→ **HOW TO COMPLETE THIS TASK**
Report how many lines below include the string "paths". Please keep the reply to that number.

→ **PROVIDED DATA**
- - -

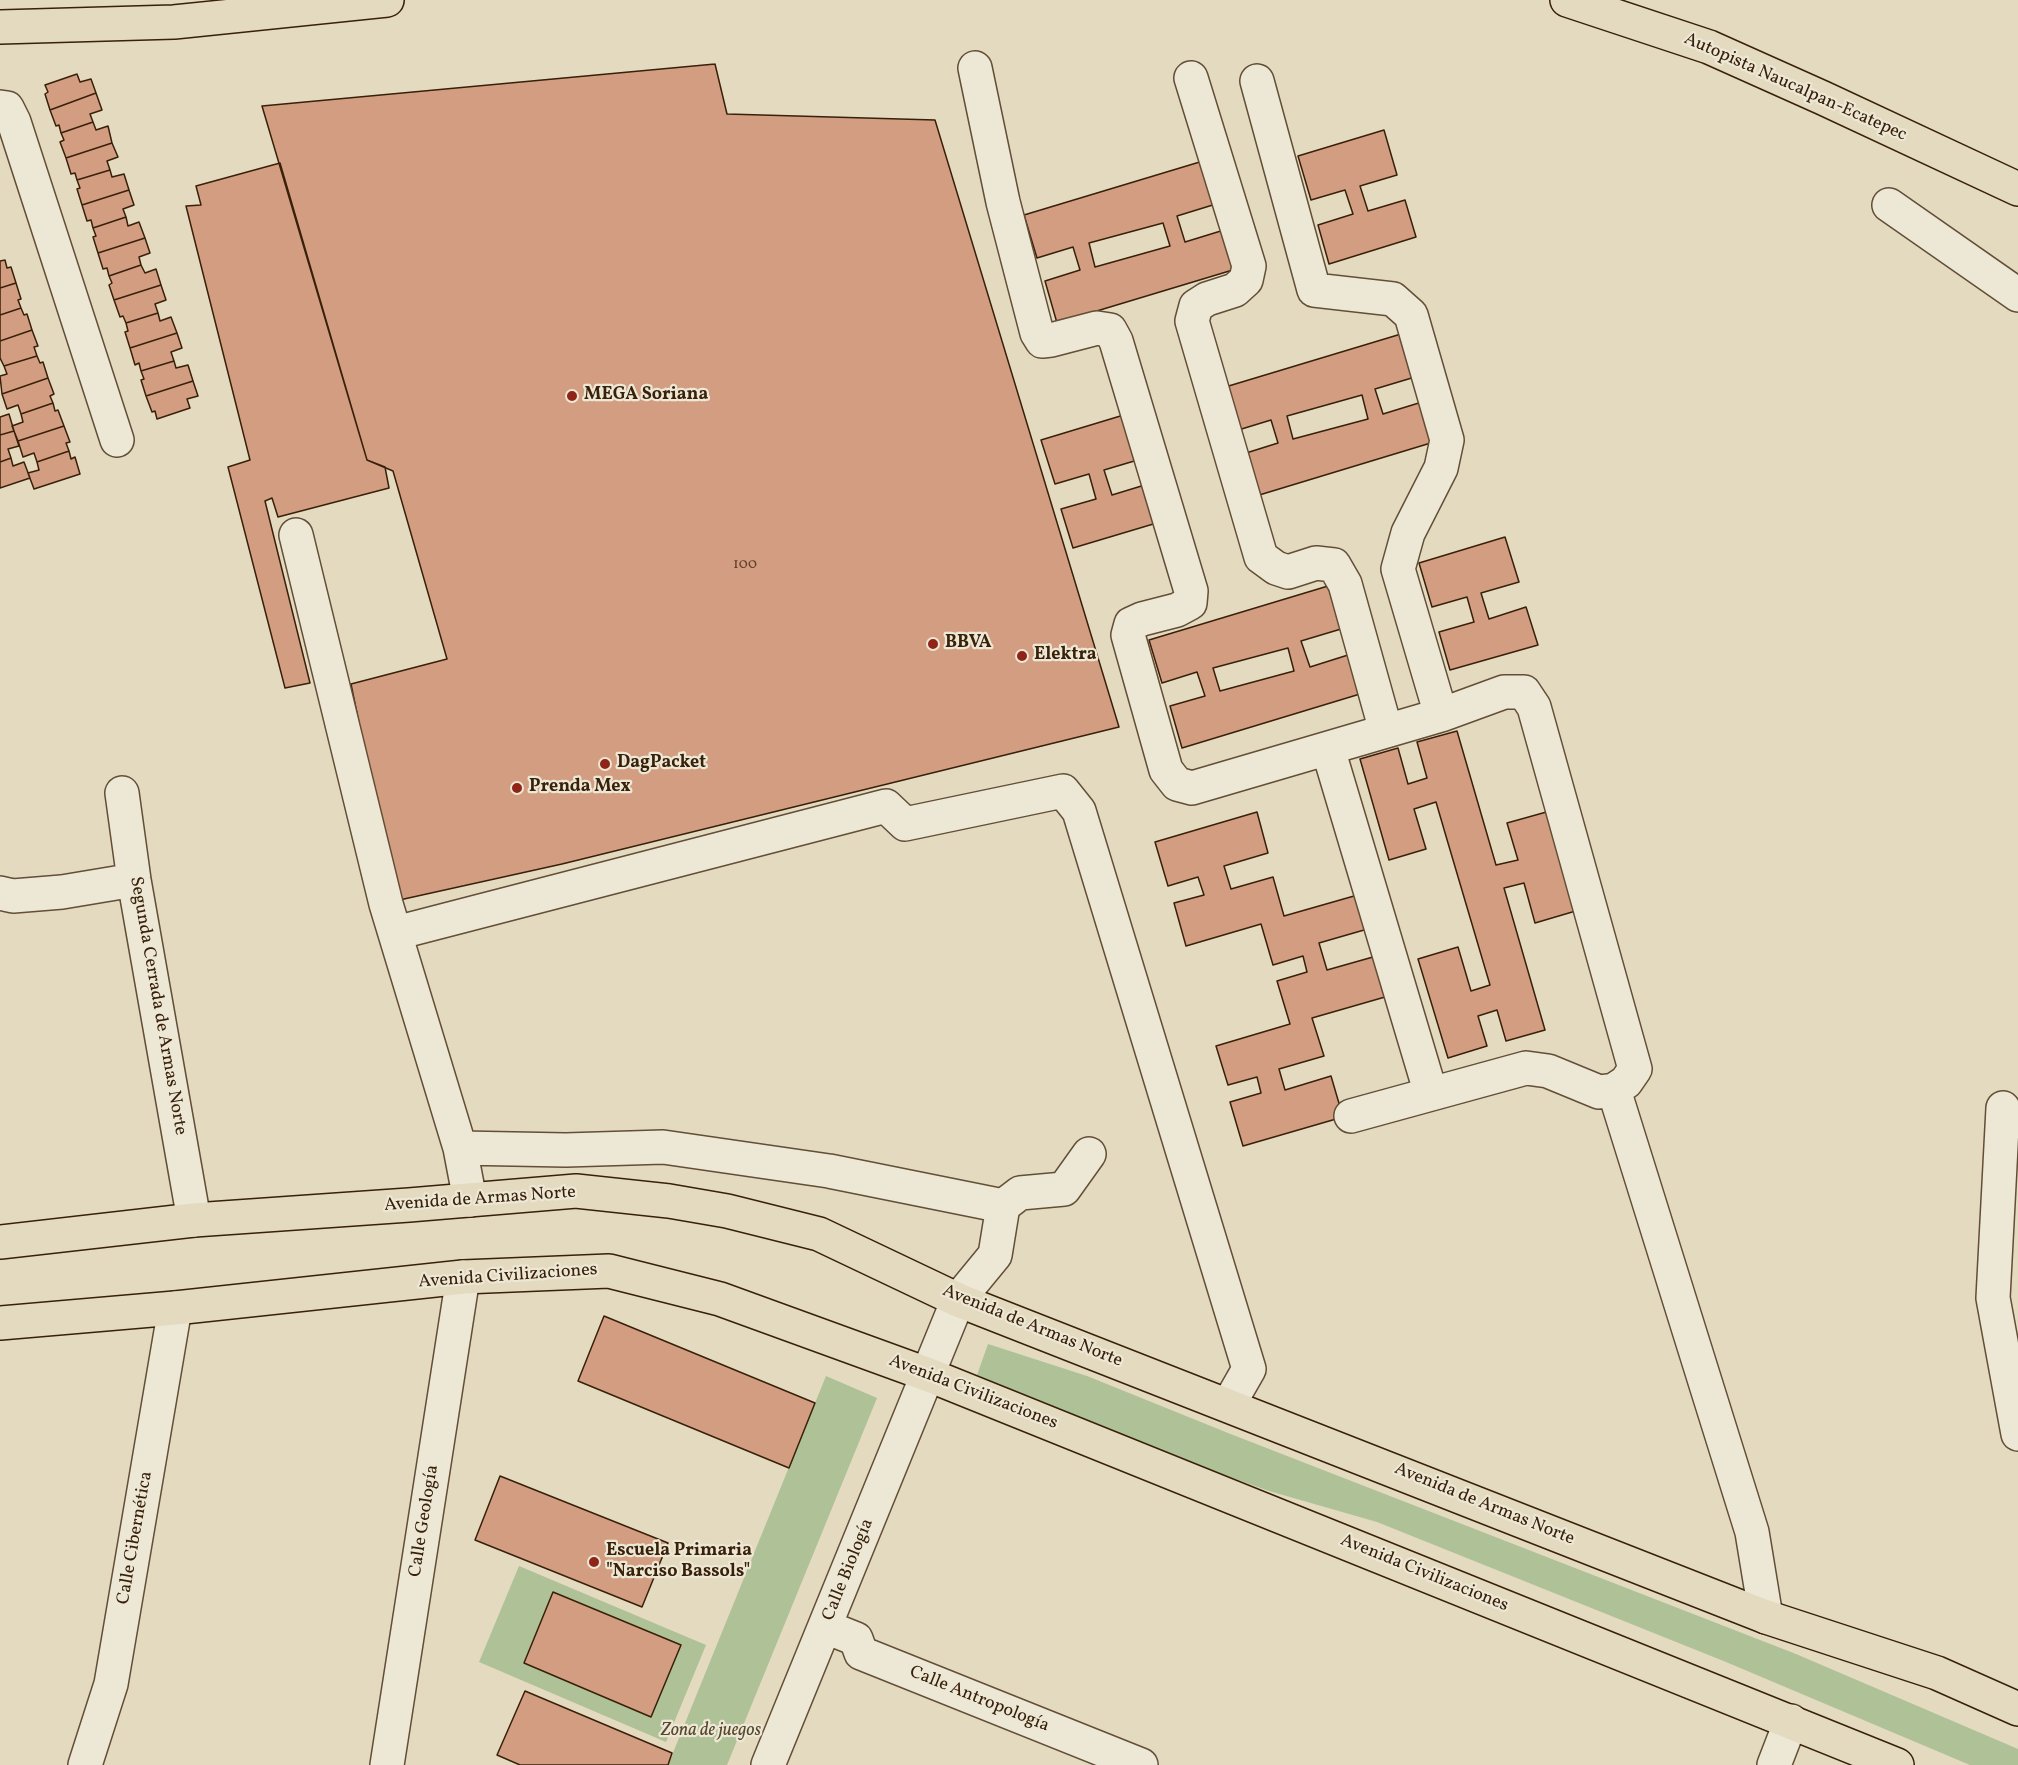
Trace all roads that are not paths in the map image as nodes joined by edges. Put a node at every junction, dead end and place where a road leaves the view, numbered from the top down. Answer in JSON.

- - -

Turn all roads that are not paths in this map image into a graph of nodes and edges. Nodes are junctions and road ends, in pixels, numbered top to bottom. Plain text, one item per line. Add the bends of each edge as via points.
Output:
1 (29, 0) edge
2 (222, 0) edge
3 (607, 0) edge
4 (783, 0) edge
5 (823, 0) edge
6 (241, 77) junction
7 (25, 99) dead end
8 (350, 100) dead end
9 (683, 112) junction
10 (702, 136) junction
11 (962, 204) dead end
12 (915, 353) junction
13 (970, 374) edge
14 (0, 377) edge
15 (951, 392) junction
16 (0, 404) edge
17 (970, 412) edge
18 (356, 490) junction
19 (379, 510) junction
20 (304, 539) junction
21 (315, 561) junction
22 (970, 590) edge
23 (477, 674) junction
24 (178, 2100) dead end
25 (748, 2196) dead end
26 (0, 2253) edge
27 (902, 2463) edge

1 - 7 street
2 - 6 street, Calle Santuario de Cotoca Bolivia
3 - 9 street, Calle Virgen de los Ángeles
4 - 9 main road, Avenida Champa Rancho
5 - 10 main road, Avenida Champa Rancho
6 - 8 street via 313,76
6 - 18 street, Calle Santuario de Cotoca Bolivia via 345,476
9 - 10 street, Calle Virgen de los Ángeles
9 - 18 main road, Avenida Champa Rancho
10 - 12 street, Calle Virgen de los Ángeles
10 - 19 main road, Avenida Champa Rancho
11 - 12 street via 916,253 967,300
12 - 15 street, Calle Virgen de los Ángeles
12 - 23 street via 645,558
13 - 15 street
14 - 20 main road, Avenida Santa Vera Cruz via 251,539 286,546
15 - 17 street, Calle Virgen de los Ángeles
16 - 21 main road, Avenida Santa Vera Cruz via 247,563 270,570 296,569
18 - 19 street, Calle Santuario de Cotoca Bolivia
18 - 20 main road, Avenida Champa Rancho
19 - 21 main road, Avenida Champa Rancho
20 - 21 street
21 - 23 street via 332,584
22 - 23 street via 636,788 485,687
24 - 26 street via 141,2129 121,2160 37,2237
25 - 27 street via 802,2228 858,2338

- - -

→ **REPLY TO THE TASK**
2